スキーマ推論と進化が有効になると、「catalog.schema.dev_schema_table」テーブルのスキーマは、19列を含む推論されたスキーマになります。そのうち、最初の18列はCSVデータから読み込まれたスキーマであり、1列「rescued_data」は Auto Loader によって自動的に作成されます。
③ 次に、ストレージアカウント内の元のファイルと同じディレクトリにCSVファイルを追加してみましょう。
ファイル [2020_Yellow_Taxi_Trip_Data_Add_Column] には、元のファイルにはない「added_column」という列が追加されています。
新しいファイルが追加されると、Auto Loader が検出し、スキーマ進化が「added_column」という新しい列を検知しました。その後、ストリームは UnknownFieldException で停止します。
ストリームの処理が停止する前に、Auto Loader は最新データに対してスキーマ推論を実行し、指定されたオプション [schemaLocation] にスキーマを更新します。
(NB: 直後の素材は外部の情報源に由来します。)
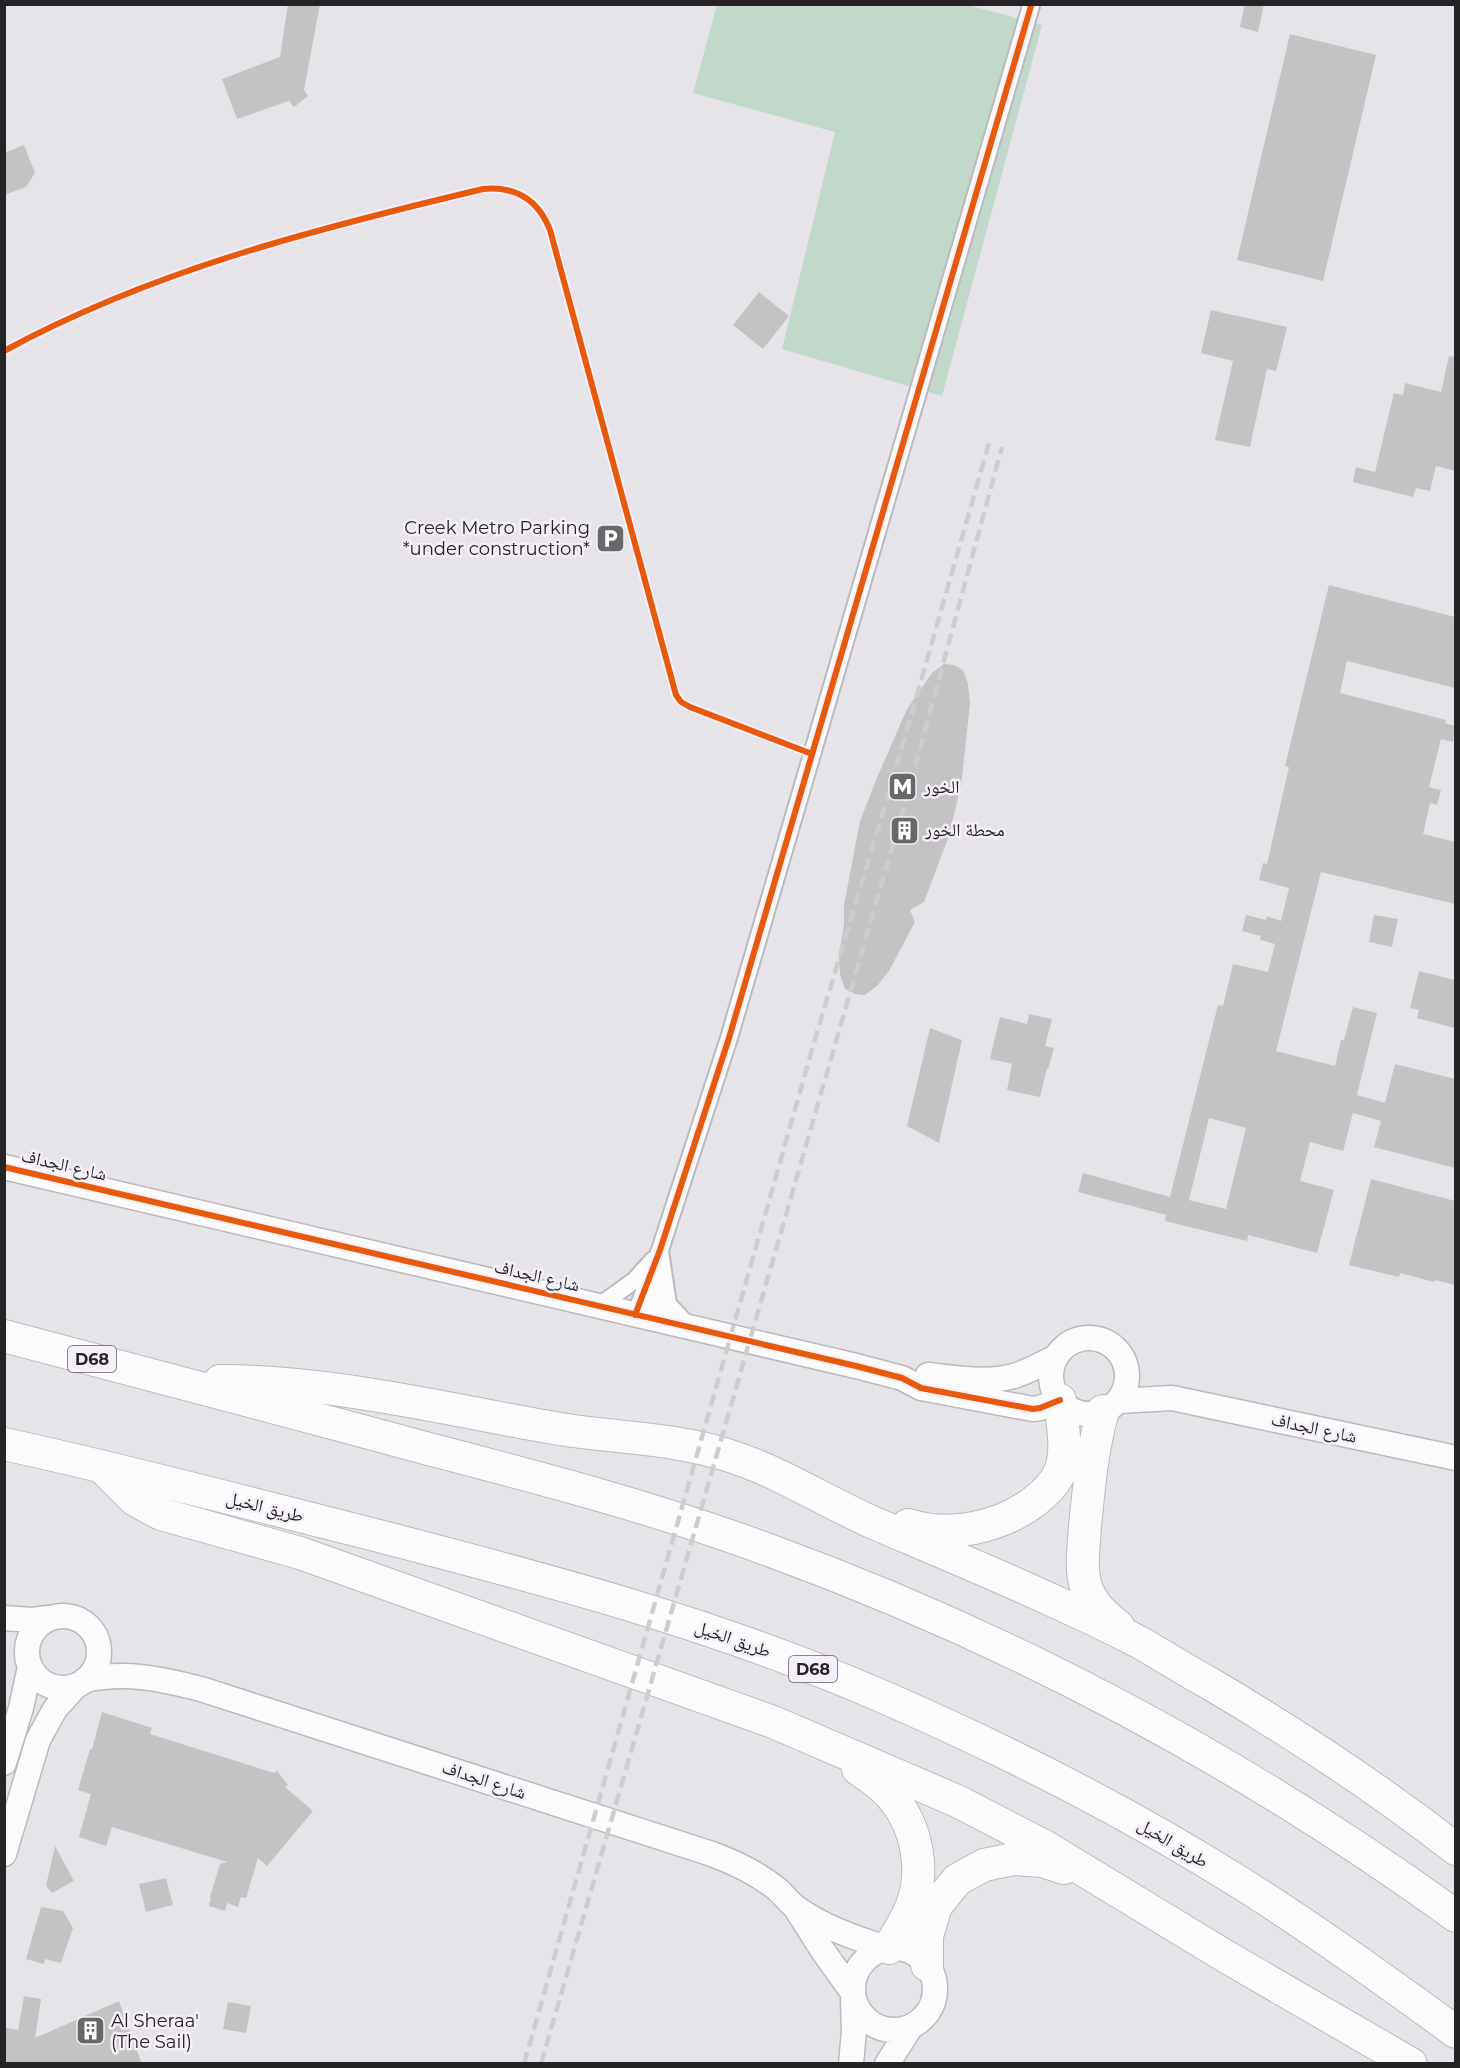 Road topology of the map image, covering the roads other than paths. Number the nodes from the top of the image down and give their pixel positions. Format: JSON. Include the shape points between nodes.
{"nodes":[{"id":1,"x":1031,"y":6,"type":"dead end"},
{"id":2,"x":4,"y":1167,"type":"edge"},
{"id":3,"x":660,"y":1250,"type":"junction"},
{"id":4,"x":599,"y":1306,"type":"junction"},
{"id":5,"x":643,"y":1317,"type":"junction"},
{"id":6,"x":690,"y":1328,"type":"junction"},
{"id":7,"x":4,"y":1336,"type":"edge"},
{"id":8,"x":1056,"y":1357,"type":"junction"},
{"id":9,"x":1126,"y":1368,"type":"junction"},
{"id":10,"x":902,"y":1378,"type":"junction"},
{"id":11,"x":180,"y":1382,"type":"junction"},
{"id":12,"x":1172,"y":1398,"type":"junction"},
{"id":13,"x":1060,"y":1400,"type":"junction"},
{"id":14,"x":1111,"y":1406,"type":"junction"},
{"id":15,"x":4,"y":1444,"type":"edge"},
{"id":16,"x":1455,"y":1458,"type":"edge"},
{"id":17,"x":101,"y":1465,"type":"junction"},
{"id":18,"x":805,"y":1488,"type":"junction"},
{"id":19,"x":4,"y":1618,"type":"edge"},
{"id":20,"x":50,"y":1618,"type":"junction"},
{"id":21,"x":4,"y":1633,"type":"edge"},
{"id":22,"x":98,"y":1642,"type":"junction"},
{"id":23,"x":1140,"y":1643,"type":"junction"},
{"id":24,"x":29,"y":1662,"type":"junction"},
{"id":25,"x":158,"y":1678,"type":"junction"},
{"id":26,"x":81,"y":1683,"type":"junction"},
{"id":27,"x":773,"y":1722,"type":"junction"},
{"id":28,"x":4,"y":1763,"type":"edge"},
{"id":29,"x":1455,"y":1849,"type":"edge"},
{"id":30,"x":4,"y":1854,"type":"edge"},
{"id":31,"x":1117,"y":1889,"type":"junction"},
{"id":32,"x":796,"y":1908,"type":"junction"},
{"id":33,"x":1455,"y":1916,"type":"edge"},
{"id":34,"x":888,"y":1948,"type":"junction"},
{"id":35,"x":927,"y":1965,"type":"junction"},
{"id":36,"x":853,"y":1996,"type":"junction"},
{"id":37,"x":910,"y":2028,"type":"junction"},
{"id":38,"x":1455,"y":2032,"type":"edge"},
{"id":39,"x":851,"y":2064,"type":"edge"},
{"id":40,"x":887,"y":2064,"type":"edge"},
{"id":41,"x":1411,"y":2064,"type":"edge"}],
"edges":[{"from":1,"to":3,"type":"street","via":[[729,1038]]},
{"from":2,"to":4,"type":"street","name":"شارع الجداف"},
{"from":3,"to":4,"type":"street","via":[[635,1280]]},
{"from":3,"to":5,"type":"street"},
{"from":3,"to":6,"type":"street","via":[[668,1304]]},
{"from":4,"to":5,"type":"street","name":"شارع الجداف"},
{"from":5,"to":6,"type":"street","name":"شارع الجداف"},
{"from":6,"to":10,"type":"street","name":"شارع الجداف"},
{"from":7,"to":11,"type":"highway","number":"D68"},
{"from":8,"to":9,"type":"street","name":"شارع الجداف","via":[[1079,1340],[1100,1340],[1118,1352]]},
{"from":8,"to":10,"type":"street","name":"شارع الجداف","via":[[1017,1375],[993,1380],[920,1375]]},
{"from":8,"to":13,"type":"street","via":[[1052,1384]]},
{"from":9,"to":12,"type":"street","name":"شارع الجداف"},
{"from":9,"to":14,"type":"street","via":[[1126,1385]]},
{"from":10,"to":13,"type":"street","name":"شارع الجداف","via":[[921,1388],[1026,1408],[1040,1408]]},
{"from":11,"to":18,"type":"highway","via":[[297,1384],[564,1429],[670,1442],[716,1451]]},
{"from":11,"to":33,"type":"highway","number":"D68","via":[[648,1509],[878,1592],[1100,1695],[1208,1754],[1312,1817]]},
{"from":12,"to":14,"type":"street","name":"شارع الجداف"},
{"from":12,"to":16,"type":"street","name":"شارع الجداف"},
{"from":13,"to":14,"type":"street","name":"شارع الجداف","via":[[1084,1414]]},
{"from":13,"to":18,"type":"highway","via":[[1064,1450],[1057,1478],[1030,1505],[998,1522],[963,1530],[928,1530]]},
{"from":14,"to":23,"type":"highway","via":[[1091,1462],[1083,1574],[1098,1608]]},
{"from":15,"to":17,"type":"highway","name":"طريق الخيل","number":"D68"},
{"from":17,"to":27,"type":"highway","via":[[135,1500],[161,1514],[300,1553]]},
{"from":17,"to":38,"type":"highway","name":"طريق الخيل","number":"D68","via":[[630,1604],[759,1648],[885,1698],[1009,1754],[1129,1817],[1246,1886]]},
{"from":18,"to":23,"type":"highway"},
{"from":19,"to":20,"type":"street"},
{"from":20,"to":22,"type":"street","via":[[73,1617],[93,1631]]},
{"from":20,"to":24,"type":"street","via":[[32,1633],[27,1644]]},
{"from":21,"to":24,"type":"street"},
{"from":22,"to":25,"type":"street","name":"شارع الجداف","via":[[126,1663]]},
{"from":22,"to":26,"type":"street","via":[[94,1670]]},
{"from":23,"to":29,"type":"highway","via":[[1310,1746]]},
{"from":24,"to":26,"type":"street","via":[[44,1683],[65,1688]]},
{"from":24,"to":28,"type":"street","via":[[21,1708]]},
{"from":25,"to":26,"type":"street","name":"شارع الجداف","via":[[102,1677]]},
{"from":25,"to":32,"type":"street","name":"شارع الجداف","via":[[712,1854],[758,1875]]},
{"from":26,"to":30,"type":"street","via":[[55,1709],[38,1740]]},
{"from":27,"to":31,"type":"highway","via":[[957,1801]]},
{"from":27,"to":34,"type":"highway","via":[[879,1784],[909,1824],[916,1848],[915,1898]]},
{"from":31,"to":35,"type":"highway","via":[[1043,1862],[1013,1858],[984,1865],[957,1880],[936,1906],[927,1936]]},
{"from":31,"to":41,"type":"highway"},
{"from":32,"to":34,"type":"street","name":"شارع الجداف","via":[[840,1933]]},
{"from":32,"to":36,"type":"street","name":"شارع الجداف"},
{"from":34,"to":35,"type":"street","via":[[917,1955]]},
{"from":34,"to":36,"type":"street","via":[[876,1952],[858,1969]]},
{"from":35,"to":37,"type":"street","via":[[934,1978],[932,2007],[923,2020]]},
{"from":36,"to":37,"type":"street","via":[[870,2023],[896,2031]]},
{"from":36,"to":39,"type":"street"},
{"from":37,"to":40,"type":"street"}]}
そして、「added_column」という列がスキーマの最後に追加されます。
4つのモードを使用してスキーマ推論の処理フローを制御できます。その詳細については、スキーマの進化のしくみのセッションで具体的に説明します。
④ 次に、Auto Loader が [schemaLocation] で新しいスキーマを読み込み、現在のスキーマに新しいスキーマをマージするために、ストリームを再起動する必要があります。
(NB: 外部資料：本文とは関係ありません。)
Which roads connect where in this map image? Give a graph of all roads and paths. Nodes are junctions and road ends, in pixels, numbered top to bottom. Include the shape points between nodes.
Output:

ストリームを再起動した後で、「added_column」という列がスキーマの最後に追加されます。
4. スキーマ推論のしくみ
Auto Loader では、初めてデータを読み込んだときにスキーマを推論するために、検出された最初の 50GB と 1000ファイルのうち、先に上限を超えた方をサンプリングします。Auto Loader は、入力データに対するスキーマの変更を時間の経過に合わせて追跡するために、構成済みの [cloudFiles.schemaLocation] にある 「_schemas」という ディレクトリにスキーマ情報を格納します。
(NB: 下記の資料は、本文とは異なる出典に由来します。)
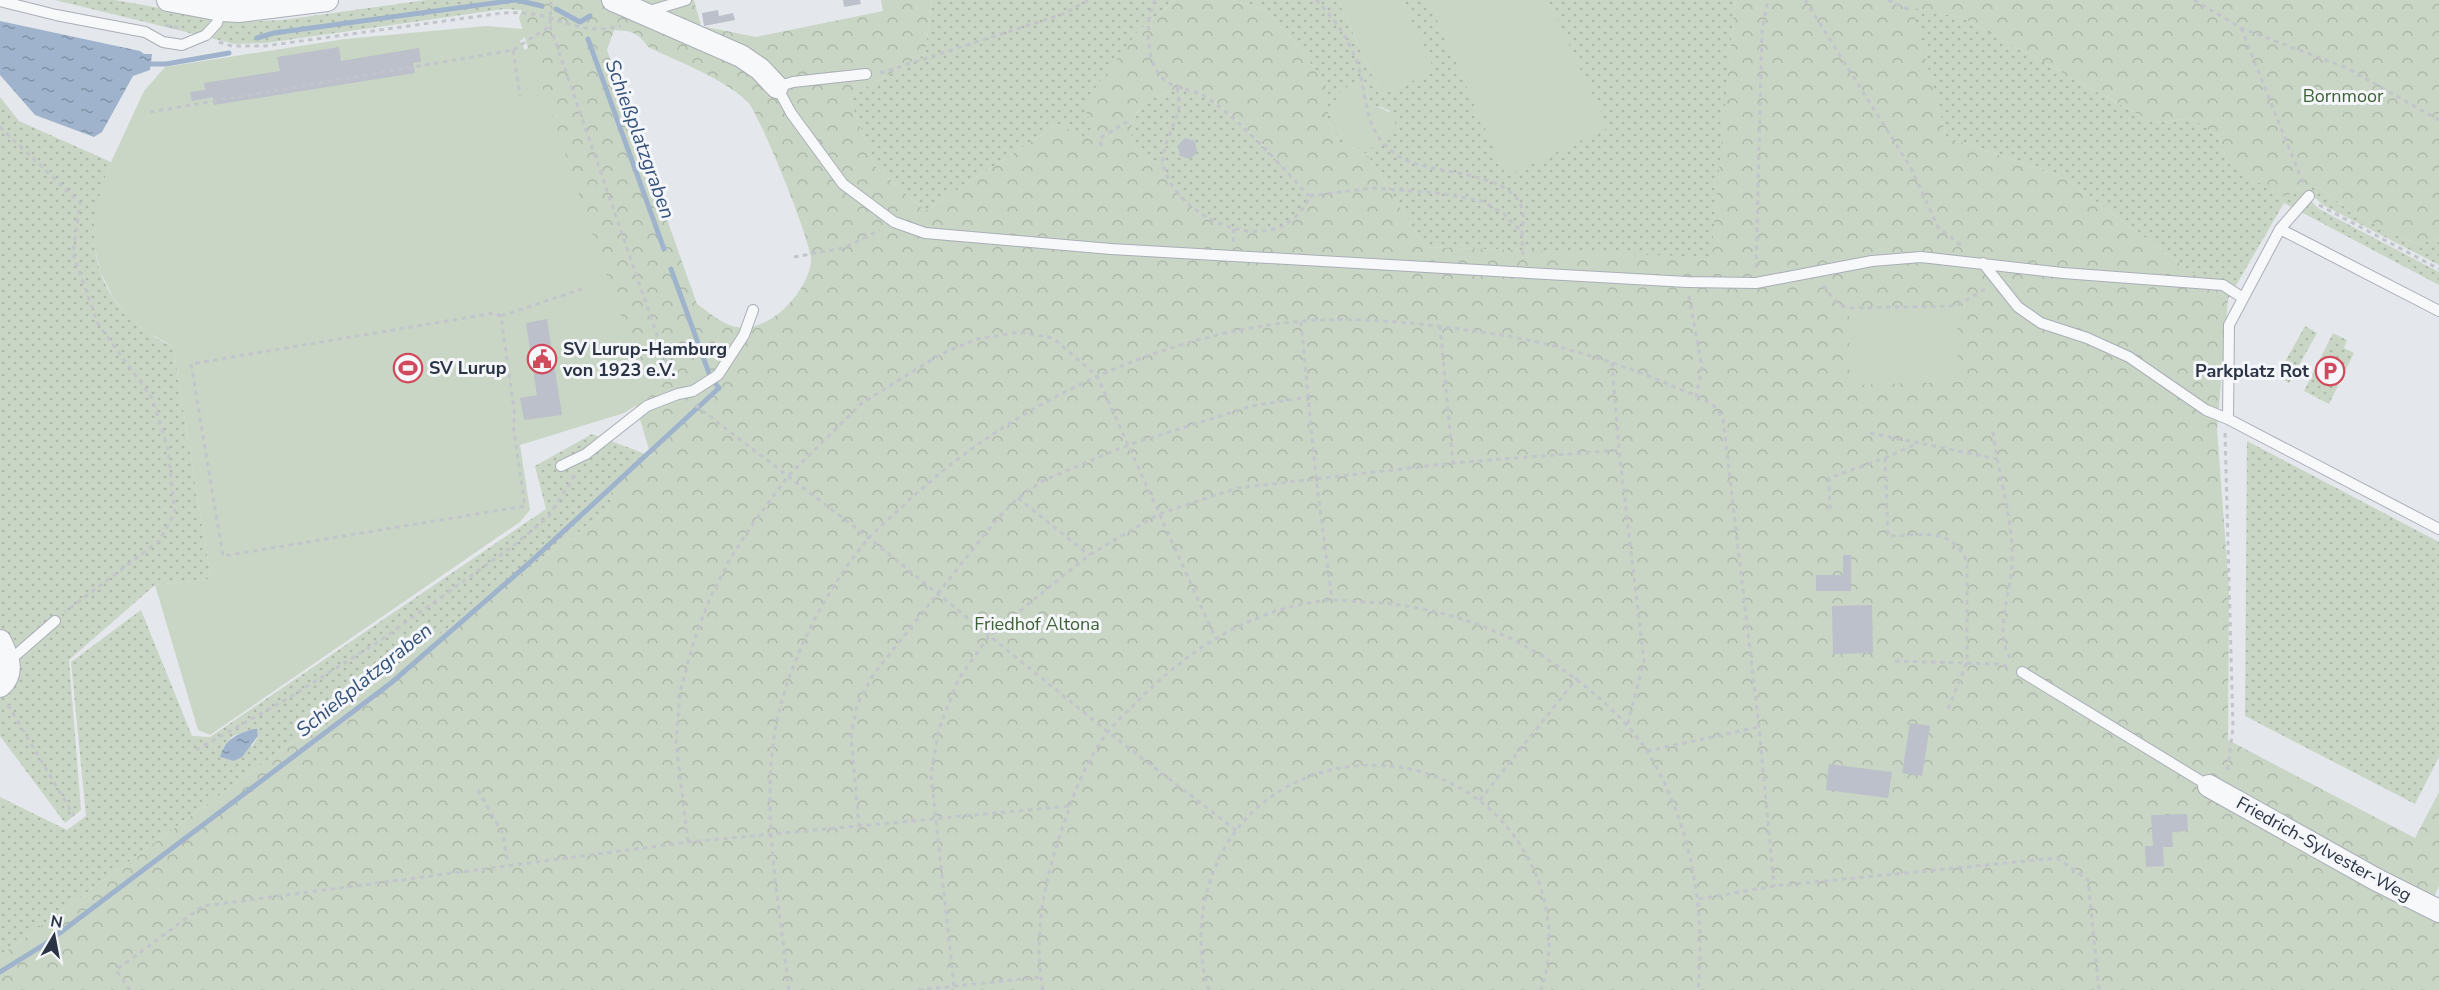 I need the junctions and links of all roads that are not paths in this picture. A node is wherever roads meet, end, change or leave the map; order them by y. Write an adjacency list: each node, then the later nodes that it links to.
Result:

使用するサンプルのサイズを変更するには、次の SQL 構成を設定します。
- サイズの変更
1 |
spark.databricks.cloudFiles.schemaInference.sampleSize.numBytes |
- ファイルの数の変更
1 |
spark.databricks.cloudFiles.schemaInference.sampleSize.numFiles |
既定では、スキーマ推論では、型の不一致によるスキーマの進化の問題を回避します。 データ型 (JSON および CSV) をエンコードしない形式の場合、自動ローダーはすべての列 (JSON ファイル内の入れ子になったフィールドを含む) を文字列として推論します。型指定されたスキーマ (Parquet および Avro) を含む形式の場合、Auto Loader はファイルのサブセットをサンプリングし、個々のファイルのスキーマをマージします。
この動作の概要を次の表に示します。
ファイル形式 | 既定の推論されたデータ型 |
JSON | String |
CSV | String |
XML | String |
Avro | Avro スキーマでエンコードされた型 |
Parquet | Parquet スキーマでエンコードされた型 |
5. スキーマ進化のしくみ
Auto Loader では、データを処理する際に新しい列の追加を検出します。 Auto Loader で新しい列が検出されると、ストリームが UnknownFieldException で停止します。ストリームからこのエラーがスローされる前に、Auto Loader によって、データの最新のマイクロバッチに対してスキーマ推論が実行され、新しい列をスキーマの末尾にマージすることによって、スキーマの場所が最新のスキーマで更新されます。存の列のデータ型は変更されません。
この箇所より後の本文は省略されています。